Dus: als je ontwaakte, uit deze gesluimerde meditatie (want dat besef je misschien nog niet), kijk dan, en vindt je weg in de tijdloze tijdelijkheid van een observeren.Sterren komen op om onder te gaan en waken zo als nog enige allegorie in het heden (of beter: en heden dat blijft: het is nu, het is nu het is nu, het is nu het is nu, het is nu het is nu, het is nu het is nu, het is nu het is nu, het is nu het is nu, het is nu het is nu, het is nu het is nu, het is nu het is nu, het is nu het is nu, het is nu het is nu, het is nu, dat het er is) en toch zijn ze er niet om je aan iets te herinneren. De andere opbouw van laagjes materie, die verschillen van onze chemie, die van jou en die van mij of die van jou en je tegenbeeld (en wat zich daarachter bevindt, en wat zich daarachter bevindt en wat zich daarachter bevindt, en wat zich daarachter bevindt, en wat zich daarachter bevindt, en wat zich daarachter bevindt, en wat zich daarachter bevindt, en wat zich daarachter bevindt, en wat zich daarachter bevindt, en wat zich daarachter bevindt, en wat zich daarachter bevindt, en wat zich daarachter bevindt, en).
Ik moet in herhaling vallen om zo zinnen te vormen, maar vormeloos te zijn. Ik wou dat ik kon zeggen: Ik moet in herhaling vallen om zo zinnen te vormen, maar vormeloos te blijven.
Door een roman zonder personages (of het zou zijn: jij en ik, want er is een gesprek) in de format van een brief te schrijven, is er sprake van een nabootsing. In het Antropoceen doodde men de tijd, door al aanwezig te zijn. Of klinkt dit vreemd? Als een tegenstelling. Niet iedere tegenstelling is vreemd. En toch, wringt er iets, omdat er lagen worden opgebouwd, lagen voorgekauwd materiaal, dat ergens ligt te ontkiemen. Misschien niet in de ondergrond, maar in een handenkom, klaar om weer naar binnen te groeien, en zo de stroom tegen te gaan, terug te keren naar iets, iets wezenlijks met een instinct en zo te zorgen voor tijdloze tijdelijkheid. Om uiteindelijke uitgespuwd te worden door de samenleving, heb ik enkele stappen ondernomen, enkele bewuste ideeën van mijn ‘leventje’ voorbereid, als was het een influistering in de oorschelp van vrienden in een ander tijdperk, zoals Frankfurter schüle leden, in de vorige eeuw. Hun oorschelp lijkt verdacht veel op een zendmast die buitenaardse signalen kan opvangen, but then again is dat ook gewoon banale biologie.

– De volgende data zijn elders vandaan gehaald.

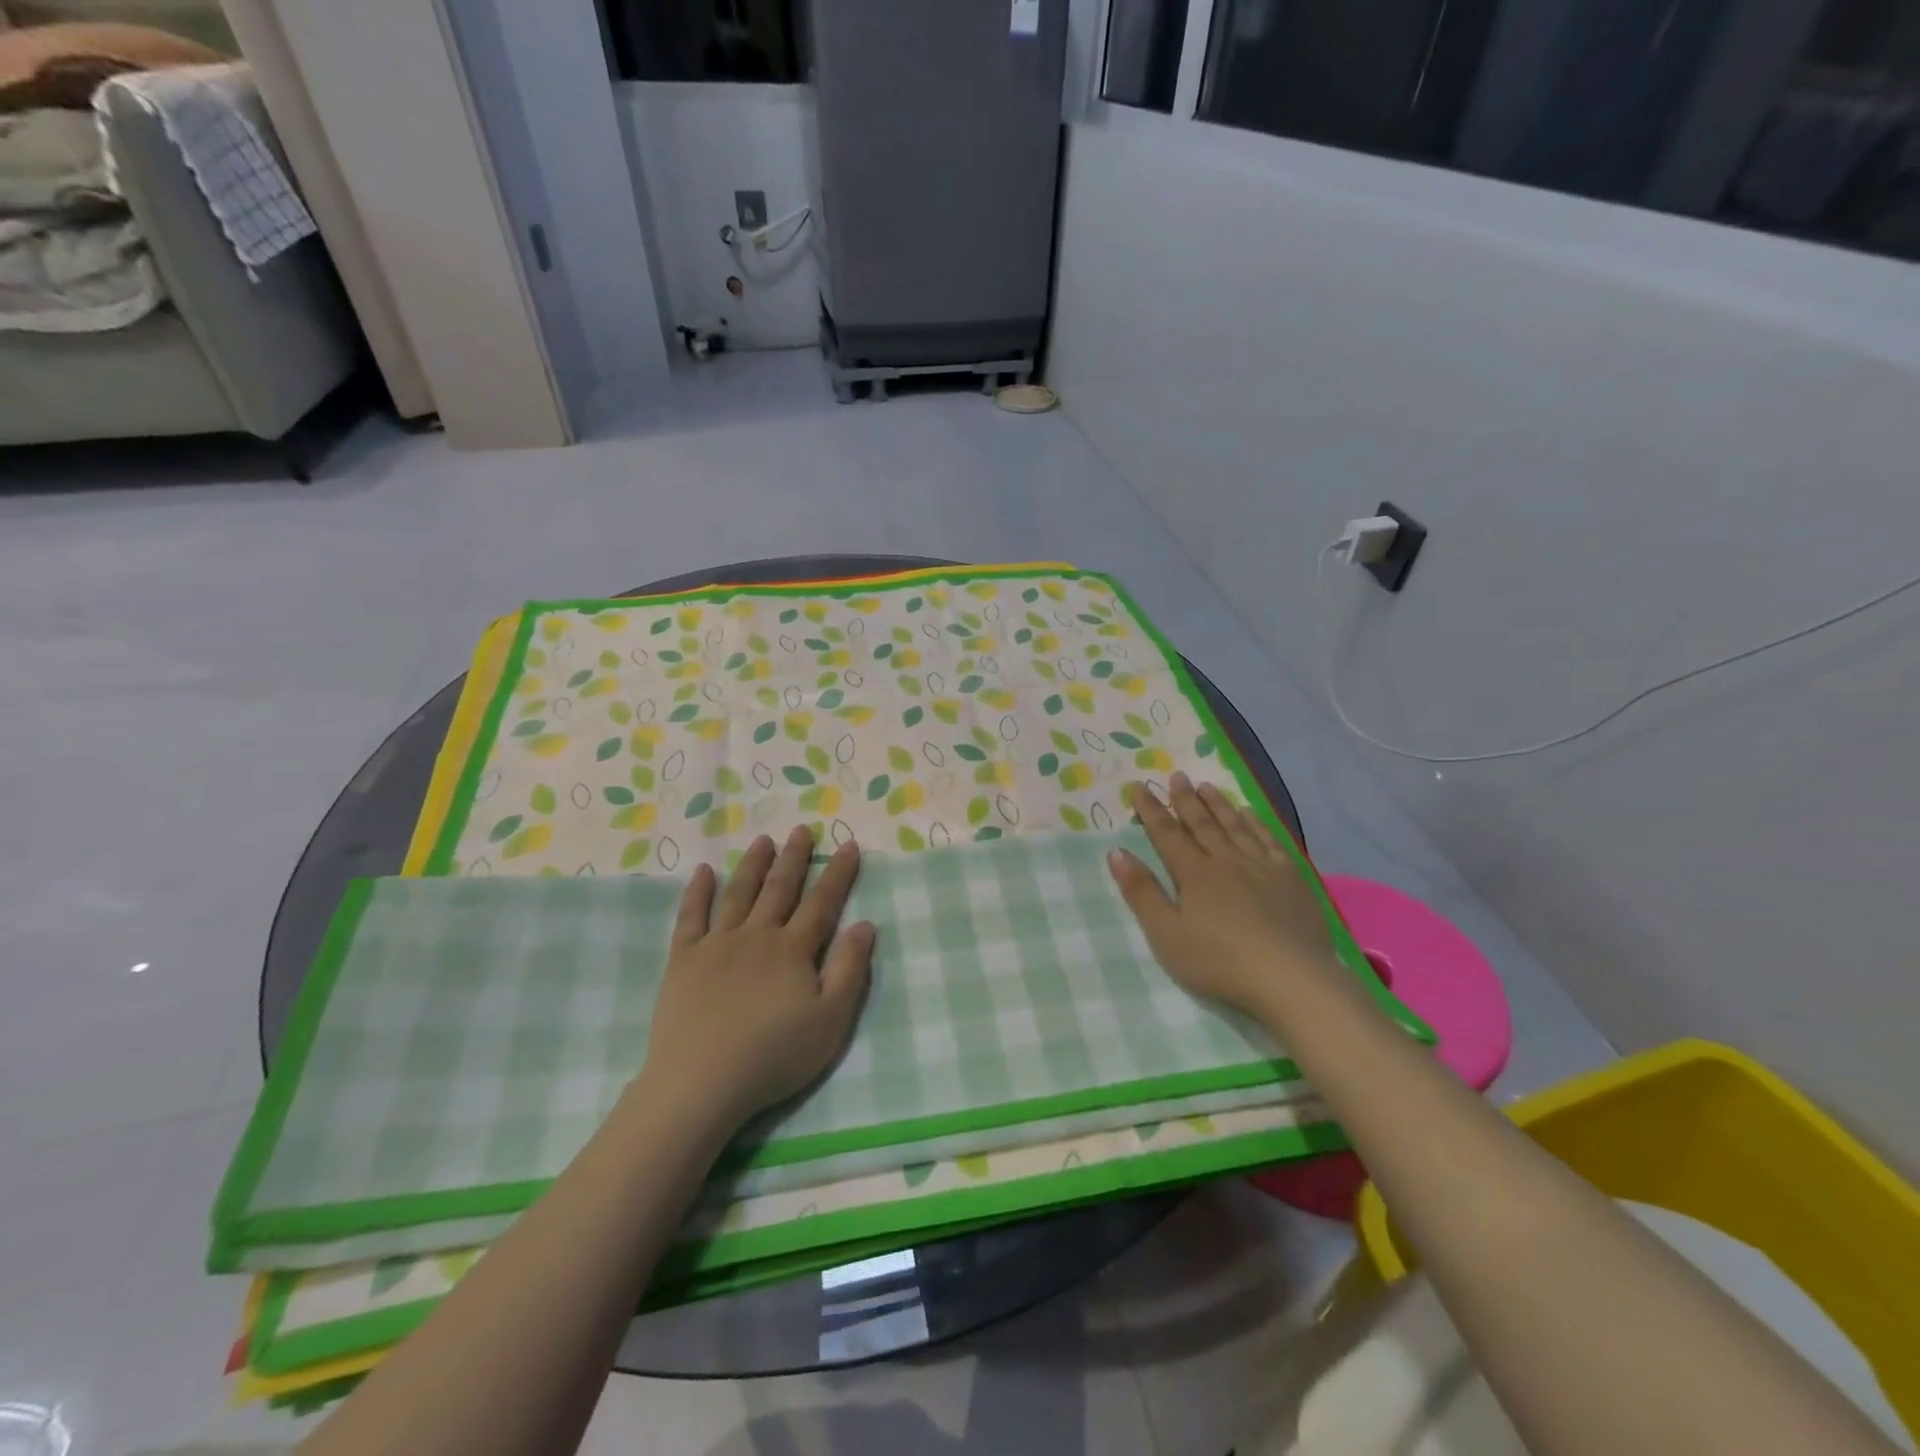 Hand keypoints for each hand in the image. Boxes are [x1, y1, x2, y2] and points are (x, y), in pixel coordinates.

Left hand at [639, 826, 874, 1132]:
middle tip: (801, 829)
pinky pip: (691, 917)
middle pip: (779, 889)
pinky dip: (697, 893)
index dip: (838, 873)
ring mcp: (717, 945)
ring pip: (739, 894)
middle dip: (794, 858)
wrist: (701, 1082)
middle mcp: (757, 936)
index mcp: (793, 950)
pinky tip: (702, 872)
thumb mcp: (830, 1020)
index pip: (822, 903)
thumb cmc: (774, 1056)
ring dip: (752, 865)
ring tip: (763, 840)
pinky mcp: (683, 960)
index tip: (848, 845)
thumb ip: (850, 970)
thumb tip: (864, 924)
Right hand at [1107, 772, 1336, 1019]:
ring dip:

Mijn natte droom is om in dit centrum, maar noem het gerust iets buiten-stedelijks waarin wij wilden vertoeven (gezegd wanneer we er op terugblikken.), gebaseerd op de Frankfurtse school een andere instelling op te richten, dat zich vertakt na onze gesprekken.Je weet wel. Je maakt van je handen een kommetje, en spreekt met elkaar zoals wij deden. Daarna voltrekt zich de evolutie ervan; zoals beschreven. Ik wil tijd tegengaan zonder geweld. Ik wil terugkeren maar kan dit enkel vooruit. Ik wilde onderwezen zijn, al weet ik nog steeds niet wat ik daarmee bedoelde in andere teksten, maar het heeft zeker geen direct verband met religie, zoals al het ‘andere’ dat wel heeft.
Mijn natte droom is om iets op te richten dat nu is; we zouden het de vegetatie streep doorheen de encyclopedische linguïstiek kunnen noemen, of de ster-gemeenschap, die tegen institutionele teleologie zich voortzet, zoals een ster zelf.